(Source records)
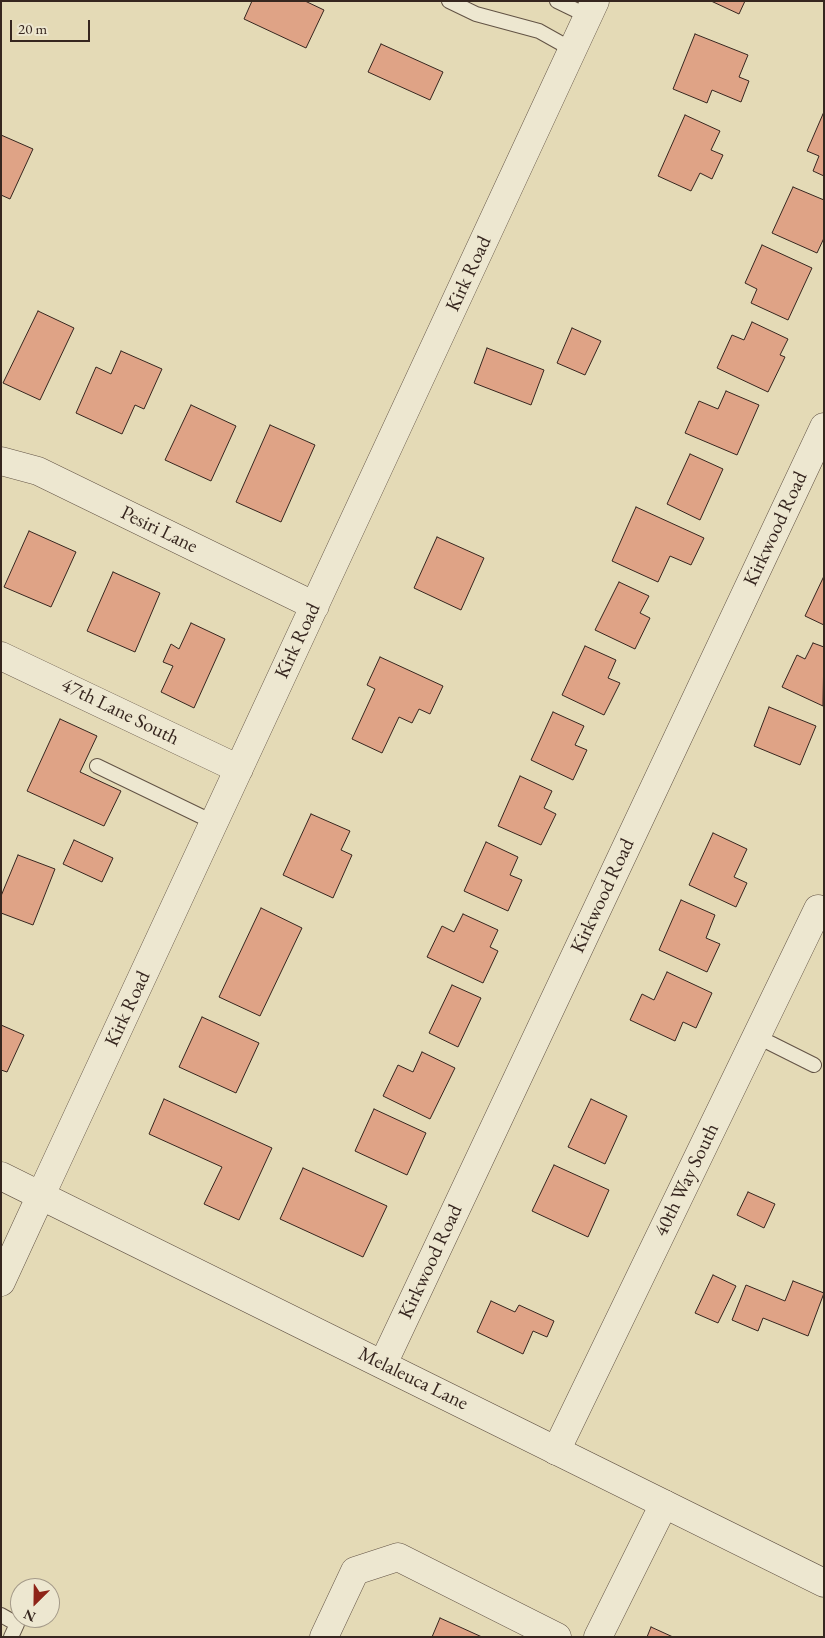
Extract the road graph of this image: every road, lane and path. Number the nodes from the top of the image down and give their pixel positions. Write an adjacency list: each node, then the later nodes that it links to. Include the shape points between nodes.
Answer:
1 (450, 1): 4 (lane, via 476,14 539,31)
2 (557, 1): 3 (lane)
3 (592, 9): 4 (street, Kirk Road)
4 (573, 50): 7 (street, Kirk Road)
5 (820, 444): 18 (street, Kirkwood Road)
6 (1, 461): 7 (street, Pesiri Lane, via 38,471)
7 (315, 606): 10 (street, Kirk Road)
8 (1, 656): 10 (street, 47th Lane South)
9 (97, 766): 11 (lane)
10 (239, 769): 11 (street, Kirk Road)
11 (215, 823): 16 (street, Kirk Road)
12 (821, 902): 13 (street, 40th Way South)
13 (756, 1036): 14 (lane); 19 (street, 40th Way South)
14 (814, 1065)
15 (1, 1176): 16 (street, Melaleuca Lane)
16 (42, 1195): 17 (street, Kirk Road); 18 (street, Melaleuca Lane)
17 (1, 1282)
18 (383, 1364): 19 (street, Melaleuca Lane)
19 (556, 1451): 20 (street, Melaleuca Lane)
20 (664, 1504): 21 (street, Melaleuca Lane); 26 (street)
21 (824, 1584)
22 (1, 1615): 23 (lane, via 17,1624)
23 (11, 1637)
24 (324, 1637): 25 (street, via 355,1571 398,1557)
25 (557, 1637)
26 (598, 1637)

▸ What you have to do
Down to the last line, return the entries above exactly, with no pictures.

▸ Task response
Extract the road graph of this image: every road, lane and path. Number the nodes from the top of the image down and give their pixel positions. Write an adjacency list: each node, then the later nodes that it links to. Include the shape points between nodes.
Answer:
1 (450, 1): 4 (lane, via 476,14 539,31)
2 (557, 1): 3 (lane)
3 (592, 9): 4 (street, Kirk Road)
4 (573, 50): 7 (street, Kirk Road)
5 (820, 444): 18 (street, Kirkwood Road)
6 (1, 461): 7 (street, Pesiri Lane, via 38,471)
7 (315, 606): 10 (street, Kirk Road)
8 (1, 656): 10 (street, 47th Lane South)
9 (97, 766): 11 (lane)
10 (239, 769): 11 (street, Kirk Road)
11 (215, 823): 16 (street, Kirk Road)
12 (821, 902): 13 (street, 40th Way South)
13 (756, 1036): 14 (lane); 19 (street, 40th Way South)
14 (814, 1065)
15 (1, 1176): 16 (street, Melaleuca Lane)
16 (42, 1195): 17 (street, Kirk Road); 18 (street, Melaleuca Lane)
17 (1, 1282)
18 (383, 1364): 19 (street, Melaleuca Lane)
19 (556, 1451): 20 (street, Melaleuca Lane)
20 (664, 1504): 21 (street, Melaleuca Lane); 26 (street)
21 (824, 1584)
22 (1, 1615): 23 (lane, via 17,1624)
23 (11, 1637)
24 (324, 1637): 25 (street, via 355,1571 398,1557)
25 (557, 1637)
26 (598, 1637)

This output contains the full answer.